#### [Your instructions]
Your answer should repeat every line of the records below in which the word "number" appears.

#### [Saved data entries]
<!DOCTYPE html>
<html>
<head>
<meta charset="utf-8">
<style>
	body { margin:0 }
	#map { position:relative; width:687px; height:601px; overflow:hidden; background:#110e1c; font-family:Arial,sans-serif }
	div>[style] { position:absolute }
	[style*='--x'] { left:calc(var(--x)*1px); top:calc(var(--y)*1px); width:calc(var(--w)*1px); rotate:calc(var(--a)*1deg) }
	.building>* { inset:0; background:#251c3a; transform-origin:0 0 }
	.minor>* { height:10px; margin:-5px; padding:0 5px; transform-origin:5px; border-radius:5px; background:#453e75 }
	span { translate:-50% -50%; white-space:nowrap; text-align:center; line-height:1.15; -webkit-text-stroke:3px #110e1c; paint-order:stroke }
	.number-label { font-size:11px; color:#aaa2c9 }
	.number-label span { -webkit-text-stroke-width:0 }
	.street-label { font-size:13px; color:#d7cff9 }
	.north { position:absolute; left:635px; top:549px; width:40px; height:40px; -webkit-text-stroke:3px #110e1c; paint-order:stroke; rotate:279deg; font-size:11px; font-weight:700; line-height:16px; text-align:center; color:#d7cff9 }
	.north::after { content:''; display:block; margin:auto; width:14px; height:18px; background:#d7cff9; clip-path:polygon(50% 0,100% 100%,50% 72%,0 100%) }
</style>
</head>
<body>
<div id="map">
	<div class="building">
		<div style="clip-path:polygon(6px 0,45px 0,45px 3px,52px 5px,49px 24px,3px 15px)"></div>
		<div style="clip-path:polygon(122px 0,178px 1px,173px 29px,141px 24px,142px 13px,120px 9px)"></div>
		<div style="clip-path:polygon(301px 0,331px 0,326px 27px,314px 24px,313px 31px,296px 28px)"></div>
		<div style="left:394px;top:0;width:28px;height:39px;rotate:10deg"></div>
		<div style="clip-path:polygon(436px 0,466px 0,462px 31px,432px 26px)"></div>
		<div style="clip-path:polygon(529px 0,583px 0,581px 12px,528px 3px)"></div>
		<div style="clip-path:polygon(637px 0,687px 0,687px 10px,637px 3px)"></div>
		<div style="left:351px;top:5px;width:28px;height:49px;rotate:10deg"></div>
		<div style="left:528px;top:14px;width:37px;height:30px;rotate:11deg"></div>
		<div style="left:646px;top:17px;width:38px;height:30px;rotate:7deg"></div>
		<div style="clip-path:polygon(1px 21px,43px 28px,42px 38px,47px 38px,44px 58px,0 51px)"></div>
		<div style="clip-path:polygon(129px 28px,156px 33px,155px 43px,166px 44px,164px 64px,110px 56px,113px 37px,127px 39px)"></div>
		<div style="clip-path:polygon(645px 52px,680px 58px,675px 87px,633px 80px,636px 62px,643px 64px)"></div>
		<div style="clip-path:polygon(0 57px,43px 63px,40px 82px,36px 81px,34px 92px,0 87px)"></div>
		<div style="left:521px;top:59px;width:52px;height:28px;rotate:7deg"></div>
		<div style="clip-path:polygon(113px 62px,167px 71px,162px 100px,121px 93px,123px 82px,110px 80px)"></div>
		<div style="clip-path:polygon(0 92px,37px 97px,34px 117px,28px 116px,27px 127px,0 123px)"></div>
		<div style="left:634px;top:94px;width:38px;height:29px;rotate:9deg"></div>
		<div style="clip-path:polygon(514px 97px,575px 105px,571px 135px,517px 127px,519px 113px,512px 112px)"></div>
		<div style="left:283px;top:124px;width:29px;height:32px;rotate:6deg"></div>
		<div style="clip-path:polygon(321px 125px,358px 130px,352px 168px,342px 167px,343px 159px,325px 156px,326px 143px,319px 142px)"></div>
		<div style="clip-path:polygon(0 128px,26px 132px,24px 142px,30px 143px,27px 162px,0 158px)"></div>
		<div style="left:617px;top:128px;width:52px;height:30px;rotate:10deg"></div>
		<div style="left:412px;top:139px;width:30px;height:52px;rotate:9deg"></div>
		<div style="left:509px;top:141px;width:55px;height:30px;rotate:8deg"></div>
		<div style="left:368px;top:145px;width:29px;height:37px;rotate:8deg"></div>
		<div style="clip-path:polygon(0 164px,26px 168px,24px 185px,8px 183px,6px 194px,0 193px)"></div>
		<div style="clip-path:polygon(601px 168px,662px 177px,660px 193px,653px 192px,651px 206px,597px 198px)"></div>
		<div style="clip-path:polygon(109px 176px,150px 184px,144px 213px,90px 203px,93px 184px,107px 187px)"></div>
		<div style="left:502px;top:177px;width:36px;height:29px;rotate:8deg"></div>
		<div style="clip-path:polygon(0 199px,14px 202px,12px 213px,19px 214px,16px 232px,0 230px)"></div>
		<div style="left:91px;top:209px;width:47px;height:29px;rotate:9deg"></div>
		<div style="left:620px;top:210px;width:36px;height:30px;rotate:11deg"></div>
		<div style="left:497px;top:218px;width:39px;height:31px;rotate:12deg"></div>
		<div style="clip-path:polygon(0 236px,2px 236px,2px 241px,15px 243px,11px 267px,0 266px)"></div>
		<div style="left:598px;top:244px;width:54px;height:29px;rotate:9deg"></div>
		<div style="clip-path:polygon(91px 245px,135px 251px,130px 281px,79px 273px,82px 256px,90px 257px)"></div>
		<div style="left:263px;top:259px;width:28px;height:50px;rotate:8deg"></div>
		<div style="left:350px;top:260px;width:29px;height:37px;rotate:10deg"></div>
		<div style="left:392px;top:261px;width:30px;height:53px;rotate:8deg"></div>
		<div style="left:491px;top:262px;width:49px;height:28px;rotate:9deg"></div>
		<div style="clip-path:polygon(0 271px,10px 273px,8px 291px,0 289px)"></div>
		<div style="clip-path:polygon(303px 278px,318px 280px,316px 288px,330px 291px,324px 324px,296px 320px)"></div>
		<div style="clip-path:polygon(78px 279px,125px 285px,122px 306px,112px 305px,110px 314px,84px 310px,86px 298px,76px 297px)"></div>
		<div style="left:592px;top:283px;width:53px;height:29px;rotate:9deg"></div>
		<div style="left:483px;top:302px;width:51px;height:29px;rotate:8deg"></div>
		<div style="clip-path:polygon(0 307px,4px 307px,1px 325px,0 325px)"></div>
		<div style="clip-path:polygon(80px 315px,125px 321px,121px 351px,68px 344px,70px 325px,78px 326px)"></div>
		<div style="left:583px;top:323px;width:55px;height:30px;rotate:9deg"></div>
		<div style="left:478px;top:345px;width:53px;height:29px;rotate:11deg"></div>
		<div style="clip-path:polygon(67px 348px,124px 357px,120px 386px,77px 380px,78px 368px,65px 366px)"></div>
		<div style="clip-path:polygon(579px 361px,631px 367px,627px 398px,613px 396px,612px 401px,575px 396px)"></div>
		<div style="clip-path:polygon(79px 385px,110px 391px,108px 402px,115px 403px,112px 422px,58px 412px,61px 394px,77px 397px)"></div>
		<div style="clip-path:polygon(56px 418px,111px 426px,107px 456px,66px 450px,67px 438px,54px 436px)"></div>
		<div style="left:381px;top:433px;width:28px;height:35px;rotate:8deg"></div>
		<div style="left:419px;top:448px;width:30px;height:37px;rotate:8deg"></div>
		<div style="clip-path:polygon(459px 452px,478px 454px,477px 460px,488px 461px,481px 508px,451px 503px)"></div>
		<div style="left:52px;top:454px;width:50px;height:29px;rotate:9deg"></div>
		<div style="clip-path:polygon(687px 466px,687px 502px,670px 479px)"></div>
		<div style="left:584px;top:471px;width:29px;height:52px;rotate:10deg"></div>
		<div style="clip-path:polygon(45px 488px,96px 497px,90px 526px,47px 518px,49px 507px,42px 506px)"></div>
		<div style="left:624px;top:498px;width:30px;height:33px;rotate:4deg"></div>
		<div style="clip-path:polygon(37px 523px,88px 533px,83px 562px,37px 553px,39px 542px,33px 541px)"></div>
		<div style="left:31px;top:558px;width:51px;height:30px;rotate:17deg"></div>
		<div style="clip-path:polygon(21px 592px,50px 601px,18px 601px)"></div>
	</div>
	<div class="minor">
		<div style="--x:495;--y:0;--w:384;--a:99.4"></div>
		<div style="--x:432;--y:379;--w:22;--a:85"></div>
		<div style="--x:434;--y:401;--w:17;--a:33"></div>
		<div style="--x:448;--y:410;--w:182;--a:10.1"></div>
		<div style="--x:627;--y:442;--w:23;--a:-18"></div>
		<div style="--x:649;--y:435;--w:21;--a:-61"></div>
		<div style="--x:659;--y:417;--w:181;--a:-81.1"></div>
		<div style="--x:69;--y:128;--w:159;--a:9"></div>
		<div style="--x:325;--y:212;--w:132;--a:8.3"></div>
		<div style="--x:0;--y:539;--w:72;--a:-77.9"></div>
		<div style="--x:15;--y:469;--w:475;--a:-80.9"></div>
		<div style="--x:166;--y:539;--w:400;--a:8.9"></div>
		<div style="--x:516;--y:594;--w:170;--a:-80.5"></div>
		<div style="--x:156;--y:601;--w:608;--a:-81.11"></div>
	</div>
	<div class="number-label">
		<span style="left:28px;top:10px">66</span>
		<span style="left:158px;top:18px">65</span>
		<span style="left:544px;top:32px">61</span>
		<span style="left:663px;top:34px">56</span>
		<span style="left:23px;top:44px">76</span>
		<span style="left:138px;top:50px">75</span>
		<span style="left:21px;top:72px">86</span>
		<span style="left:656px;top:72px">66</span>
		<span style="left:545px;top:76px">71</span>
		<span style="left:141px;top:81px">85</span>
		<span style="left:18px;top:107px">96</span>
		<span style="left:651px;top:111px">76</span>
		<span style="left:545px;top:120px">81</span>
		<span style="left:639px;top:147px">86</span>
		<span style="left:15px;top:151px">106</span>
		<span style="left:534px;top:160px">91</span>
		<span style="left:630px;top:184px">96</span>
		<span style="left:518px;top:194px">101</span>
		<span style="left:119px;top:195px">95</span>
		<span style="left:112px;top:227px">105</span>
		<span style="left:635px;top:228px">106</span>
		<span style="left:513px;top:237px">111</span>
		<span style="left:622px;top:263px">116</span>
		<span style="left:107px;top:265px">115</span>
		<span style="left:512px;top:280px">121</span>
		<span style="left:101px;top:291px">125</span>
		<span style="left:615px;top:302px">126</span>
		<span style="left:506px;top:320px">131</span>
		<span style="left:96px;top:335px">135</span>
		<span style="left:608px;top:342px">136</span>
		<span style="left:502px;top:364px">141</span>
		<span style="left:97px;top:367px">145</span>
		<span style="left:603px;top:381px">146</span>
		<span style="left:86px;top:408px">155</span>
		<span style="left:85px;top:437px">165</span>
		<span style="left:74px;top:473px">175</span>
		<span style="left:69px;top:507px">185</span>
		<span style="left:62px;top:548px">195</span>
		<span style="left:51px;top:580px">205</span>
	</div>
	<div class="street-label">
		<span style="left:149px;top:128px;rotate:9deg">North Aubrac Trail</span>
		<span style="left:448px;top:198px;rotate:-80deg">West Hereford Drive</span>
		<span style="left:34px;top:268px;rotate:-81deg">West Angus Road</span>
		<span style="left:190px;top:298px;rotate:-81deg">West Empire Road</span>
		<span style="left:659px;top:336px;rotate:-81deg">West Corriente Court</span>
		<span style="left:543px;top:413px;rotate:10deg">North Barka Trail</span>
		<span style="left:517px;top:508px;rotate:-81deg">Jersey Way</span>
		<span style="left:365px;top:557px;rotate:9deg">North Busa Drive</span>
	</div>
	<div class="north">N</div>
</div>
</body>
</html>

---

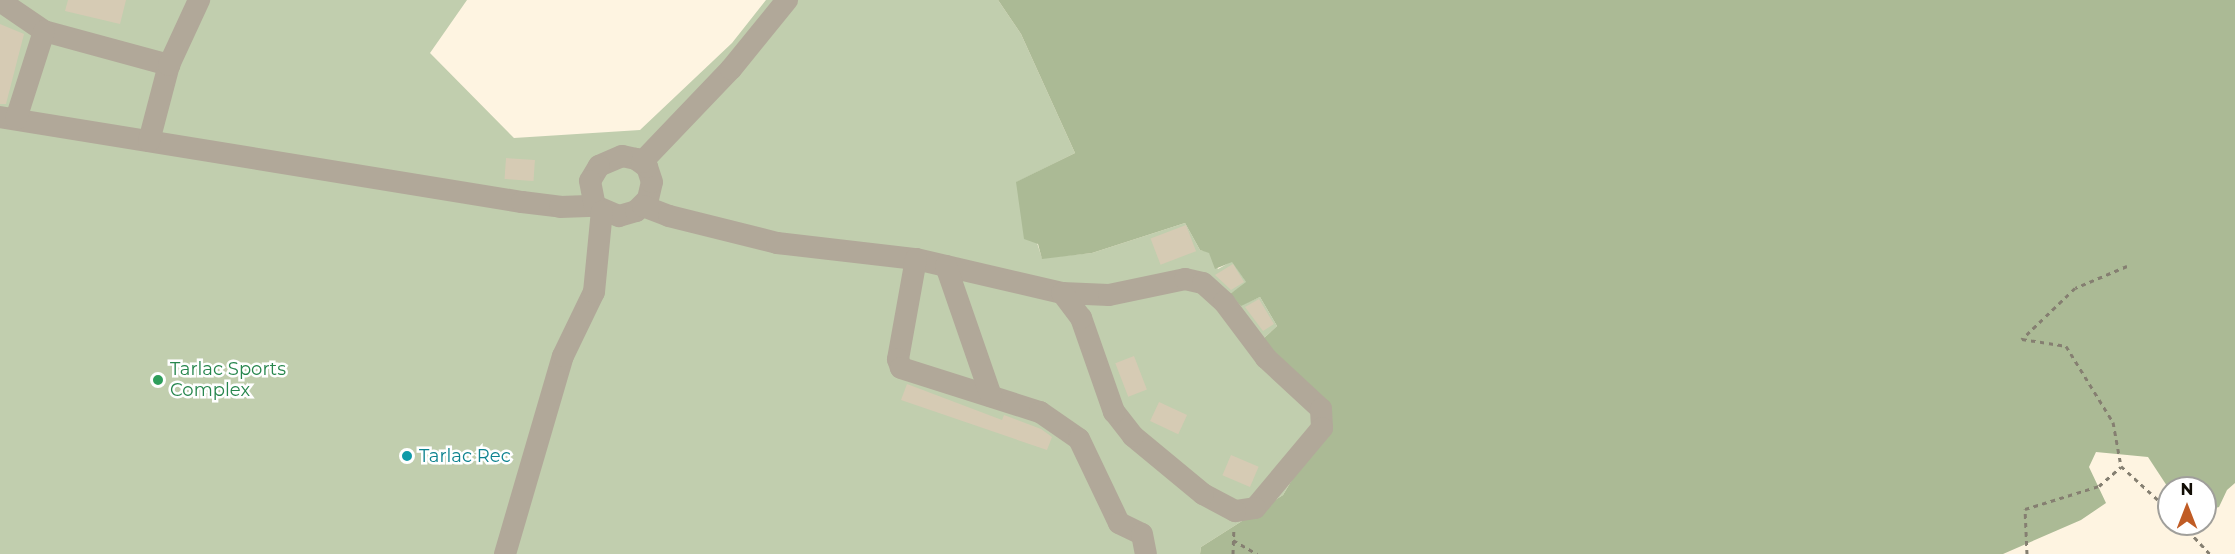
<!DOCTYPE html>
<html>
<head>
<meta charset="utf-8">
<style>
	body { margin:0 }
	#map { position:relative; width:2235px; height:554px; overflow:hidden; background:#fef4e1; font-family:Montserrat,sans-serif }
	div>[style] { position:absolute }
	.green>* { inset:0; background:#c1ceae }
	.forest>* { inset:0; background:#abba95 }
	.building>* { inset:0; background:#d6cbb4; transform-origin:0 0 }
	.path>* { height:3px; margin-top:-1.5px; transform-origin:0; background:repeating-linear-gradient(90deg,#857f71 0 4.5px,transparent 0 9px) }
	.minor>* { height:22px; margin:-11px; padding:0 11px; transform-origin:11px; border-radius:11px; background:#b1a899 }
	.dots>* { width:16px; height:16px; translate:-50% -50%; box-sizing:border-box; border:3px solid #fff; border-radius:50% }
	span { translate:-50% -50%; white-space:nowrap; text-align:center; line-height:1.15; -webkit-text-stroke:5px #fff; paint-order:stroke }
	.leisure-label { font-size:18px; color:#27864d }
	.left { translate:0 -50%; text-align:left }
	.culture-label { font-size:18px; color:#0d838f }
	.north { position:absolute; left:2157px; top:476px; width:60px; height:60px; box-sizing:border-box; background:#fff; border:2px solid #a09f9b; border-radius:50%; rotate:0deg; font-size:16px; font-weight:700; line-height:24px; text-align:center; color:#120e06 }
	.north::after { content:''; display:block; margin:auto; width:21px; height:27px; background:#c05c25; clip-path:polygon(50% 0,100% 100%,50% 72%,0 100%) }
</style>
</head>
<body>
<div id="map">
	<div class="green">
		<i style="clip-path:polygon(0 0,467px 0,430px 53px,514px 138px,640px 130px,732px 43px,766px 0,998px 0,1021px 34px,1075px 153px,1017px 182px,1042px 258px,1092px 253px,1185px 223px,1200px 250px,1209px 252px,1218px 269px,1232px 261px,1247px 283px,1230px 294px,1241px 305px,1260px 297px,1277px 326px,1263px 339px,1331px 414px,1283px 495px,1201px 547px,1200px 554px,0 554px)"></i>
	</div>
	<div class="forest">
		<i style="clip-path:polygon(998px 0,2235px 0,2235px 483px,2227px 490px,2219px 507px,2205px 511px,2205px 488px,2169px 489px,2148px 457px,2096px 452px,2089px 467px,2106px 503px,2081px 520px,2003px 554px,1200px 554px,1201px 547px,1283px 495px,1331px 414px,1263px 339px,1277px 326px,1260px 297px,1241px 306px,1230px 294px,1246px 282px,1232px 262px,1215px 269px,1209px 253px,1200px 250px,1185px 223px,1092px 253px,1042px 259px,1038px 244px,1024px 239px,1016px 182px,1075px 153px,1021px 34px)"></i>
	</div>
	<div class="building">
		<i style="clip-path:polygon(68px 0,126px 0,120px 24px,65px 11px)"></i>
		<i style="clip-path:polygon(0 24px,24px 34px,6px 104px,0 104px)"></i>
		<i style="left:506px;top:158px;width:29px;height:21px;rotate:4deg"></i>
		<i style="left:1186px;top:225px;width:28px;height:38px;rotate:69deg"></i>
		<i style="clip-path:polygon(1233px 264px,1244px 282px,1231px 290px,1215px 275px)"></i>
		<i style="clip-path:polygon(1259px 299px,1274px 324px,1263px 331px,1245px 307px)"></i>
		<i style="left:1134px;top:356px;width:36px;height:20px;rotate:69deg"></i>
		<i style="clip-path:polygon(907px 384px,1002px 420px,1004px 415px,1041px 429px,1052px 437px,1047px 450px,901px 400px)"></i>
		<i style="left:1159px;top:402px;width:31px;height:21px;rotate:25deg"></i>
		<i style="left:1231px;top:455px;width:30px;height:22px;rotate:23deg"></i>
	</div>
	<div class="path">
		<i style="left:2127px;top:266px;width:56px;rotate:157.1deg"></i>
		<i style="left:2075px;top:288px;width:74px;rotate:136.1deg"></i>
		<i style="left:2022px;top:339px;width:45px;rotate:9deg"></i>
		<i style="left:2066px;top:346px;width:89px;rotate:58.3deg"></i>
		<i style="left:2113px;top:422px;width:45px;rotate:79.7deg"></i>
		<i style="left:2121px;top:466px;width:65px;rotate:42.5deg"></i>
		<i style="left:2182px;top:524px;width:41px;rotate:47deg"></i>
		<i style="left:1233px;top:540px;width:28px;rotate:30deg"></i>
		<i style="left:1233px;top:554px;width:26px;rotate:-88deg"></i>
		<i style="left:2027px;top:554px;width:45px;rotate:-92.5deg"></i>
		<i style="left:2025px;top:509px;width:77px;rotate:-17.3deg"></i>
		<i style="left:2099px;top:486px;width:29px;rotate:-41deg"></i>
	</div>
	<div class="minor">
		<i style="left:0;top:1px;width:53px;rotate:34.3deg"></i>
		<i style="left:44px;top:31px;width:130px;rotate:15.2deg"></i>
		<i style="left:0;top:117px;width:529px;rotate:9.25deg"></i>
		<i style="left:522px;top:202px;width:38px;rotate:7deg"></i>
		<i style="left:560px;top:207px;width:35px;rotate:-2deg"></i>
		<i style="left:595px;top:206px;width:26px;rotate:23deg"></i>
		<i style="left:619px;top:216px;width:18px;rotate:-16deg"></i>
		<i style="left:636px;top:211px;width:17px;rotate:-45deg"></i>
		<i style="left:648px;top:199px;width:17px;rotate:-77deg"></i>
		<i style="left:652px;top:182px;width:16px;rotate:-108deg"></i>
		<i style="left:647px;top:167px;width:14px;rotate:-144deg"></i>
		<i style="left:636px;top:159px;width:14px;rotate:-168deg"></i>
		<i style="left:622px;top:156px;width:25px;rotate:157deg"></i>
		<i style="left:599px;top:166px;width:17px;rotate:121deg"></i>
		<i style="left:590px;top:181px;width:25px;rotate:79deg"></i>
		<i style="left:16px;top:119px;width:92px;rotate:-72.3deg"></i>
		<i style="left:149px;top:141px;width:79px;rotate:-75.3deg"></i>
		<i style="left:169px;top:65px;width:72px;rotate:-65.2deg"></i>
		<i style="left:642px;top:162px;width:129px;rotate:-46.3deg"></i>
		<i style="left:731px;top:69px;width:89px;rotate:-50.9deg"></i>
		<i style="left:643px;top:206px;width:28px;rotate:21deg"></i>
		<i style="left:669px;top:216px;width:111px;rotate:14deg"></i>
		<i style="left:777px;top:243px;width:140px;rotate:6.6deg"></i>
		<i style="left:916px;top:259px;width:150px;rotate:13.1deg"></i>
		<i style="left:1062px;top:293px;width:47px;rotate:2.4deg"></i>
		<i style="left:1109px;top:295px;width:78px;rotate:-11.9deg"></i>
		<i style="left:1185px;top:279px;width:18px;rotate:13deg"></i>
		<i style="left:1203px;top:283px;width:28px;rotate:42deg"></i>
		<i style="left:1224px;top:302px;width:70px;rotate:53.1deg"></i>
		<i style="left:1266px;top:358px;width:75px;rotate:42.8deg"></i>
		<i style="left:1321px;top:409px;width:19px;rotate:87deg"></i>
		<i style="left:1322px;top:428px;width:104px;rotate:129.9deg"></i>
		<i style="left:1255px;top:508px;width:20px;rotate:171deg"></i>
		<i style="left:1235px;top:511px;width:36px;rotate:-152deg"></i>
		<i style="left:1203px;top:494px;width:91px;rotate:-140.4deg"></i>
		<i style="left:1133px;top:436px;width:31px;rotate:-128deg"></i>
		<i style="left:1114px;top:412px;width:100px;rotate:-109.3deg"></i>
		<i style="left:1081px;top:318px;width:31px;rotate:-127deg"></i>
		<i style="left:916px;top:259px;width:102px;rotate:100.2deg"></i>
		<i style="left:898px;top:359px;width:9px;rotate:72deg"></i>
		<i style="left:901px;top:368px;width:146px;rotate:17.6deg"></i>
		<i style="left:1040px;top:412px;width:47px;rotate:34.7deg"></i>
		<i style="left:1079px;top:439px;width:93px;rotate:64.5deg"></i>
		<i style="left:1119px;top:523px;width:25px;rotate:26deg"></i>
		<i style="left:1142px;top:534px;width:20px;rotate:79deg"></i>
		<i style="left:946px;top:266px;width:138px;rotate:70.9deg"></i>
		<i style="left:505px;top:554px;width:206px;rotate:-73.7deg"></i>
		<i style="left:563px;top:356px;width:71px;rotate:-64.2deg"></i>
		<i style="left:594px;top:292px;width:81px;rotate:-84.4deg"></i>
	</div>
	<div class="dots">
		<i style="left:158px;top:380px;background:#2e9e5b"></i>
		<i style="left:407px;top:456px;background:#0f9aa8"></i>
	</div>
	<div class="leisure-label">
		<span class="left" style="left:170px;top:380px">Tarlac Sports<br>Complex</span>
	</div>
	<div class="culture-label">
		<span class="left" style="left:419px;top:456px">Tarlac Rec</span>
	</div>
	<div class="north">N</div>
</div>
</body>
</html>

#### [Solution]
	.number-label { font-size:11px; color:#aaa2c9 }
	.number-label span { -webkit-text-stroke-width:0 }
	<div class="number-label">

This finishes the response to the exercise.